El Irlandés llegó al banco y se esforzó por ser amable con la recepcionista. Había dormido mal, estaba cansado. Tampoco le había gustado el tono del vicepresidente ejecutivo cuando le llamó para exigirle que fuera a verle esa mañana. Hizo el camino que se sabía, aceptó la compañía de una secretaria joven a quien no quiso sonreír. Ella le dejó ante la puerta cerrada con llave de la sala donde solían reunirse. Esperó ahí, de pie, contando el ritmo de su respiración. Después de quince inspiraciones apareció Jaime, alto y ligeramente encorvado, la calva perfecta, las mismas gafas de montura de acero. No se disculpó por el retraso. Abrió la puerta introduciendo un código y después una llave.

– ¿Así que tú saliste con la vicepresidenta?

– Hace muchos años.

– ¿Por qué está cometiendo este error?

– No lo sé.

– Has contestado demasiado rápido. Piénsalo. También te pago por eso.

– No tiene mucho que perder.

– Claro que tiene que perder. Reputación, bienes, un futuro subvencionado, y puedo seguir.

– ¿Tú tienes una hipótesis?

– No. Pero me asombra que no la tengas tú. ¿Te has vuelto un caballero y no quieres hablar de tus damas?

El Irlandés contó hasta veinte. Jaime no solía perder los papeles, y ahora estaba forzando un desafío. Pero él no iba a caer. No se importaba a sí mismo lo suficiente, eso le hacía muy poco vulnerable a la provocación. Por otro lado, no estaba ocultando a Jaime ninguna explicación, ni siquiera creía demasiado en las explicaciones, la experiencia le mostraba que cada vez que alguien explicaba sus actos, lo que hacía era justificarse. ¿Por qué lo haces, Julia? ¿Por esperanza o por desesperación?

– Qué quieres, no me pagas tanto como para que te cuente mi vida.
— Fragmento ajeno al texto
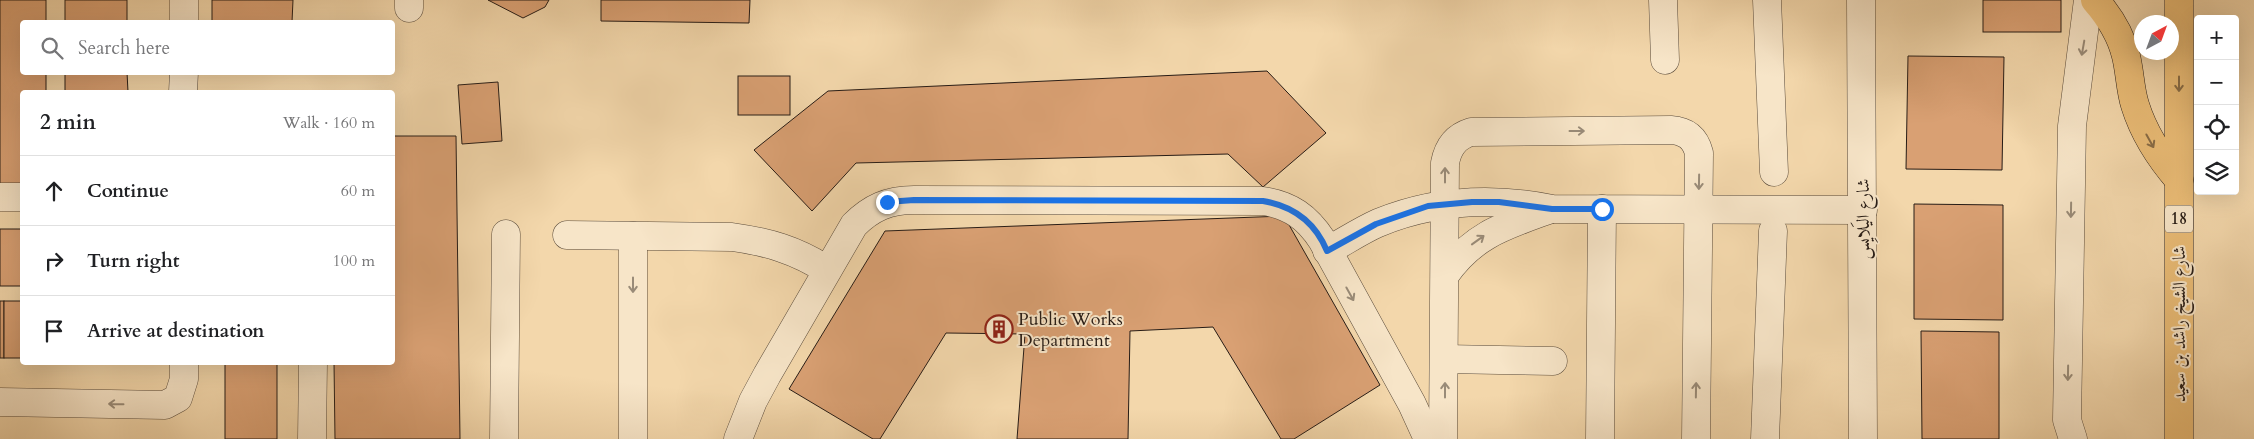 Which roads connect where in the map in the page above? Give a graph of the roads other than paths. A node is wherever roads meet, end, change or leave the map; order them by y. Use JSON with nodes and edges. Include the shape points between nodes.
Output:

– Ten cuidado, Irlandés, hoy no estoy de humor. Me molesta ese Luciano Gómez, me molestan los muertos resucitados. Acaba con él.

– ¿Cómo dices?

– Su mujer, un atropello, un robo con violencia. Sin víctimas, por supuesto, solo un susto. Ya están mayores y lo entenderá.

– Hay otras formas de mandarle un mensaje.

– No me interesan. Haz lo que te he dicho.

El Irlandés sonrió despacio, músculo a músculo.

– He pasado muchos años tratando de averiguar cómo pensáis los ricos, para llegar a la pobre conclusión de que no puedo averiguarlo, porque los ricos no pensáis. No quiero decir que seáis estúpidos, es solo que no os dedicáis a eso. No os hace falta.

– Me divierte que me insultes, Irlandés. Sobre todo cuando acabo de advertirte que no tengo un buen día.

– El pensamiento se basa en introducir variables distintas. Pero vosotros no las necesitáis. Es como cocinar con las sobras, ya sabes. Un rico puede hacerlo, pero no está obligado, no necesita combinar los restos, lo hace si quiere.

– ¿No dijo alguien: «Yo no veo que para escribir poesía se tenga que ser hijo de ferroviario»?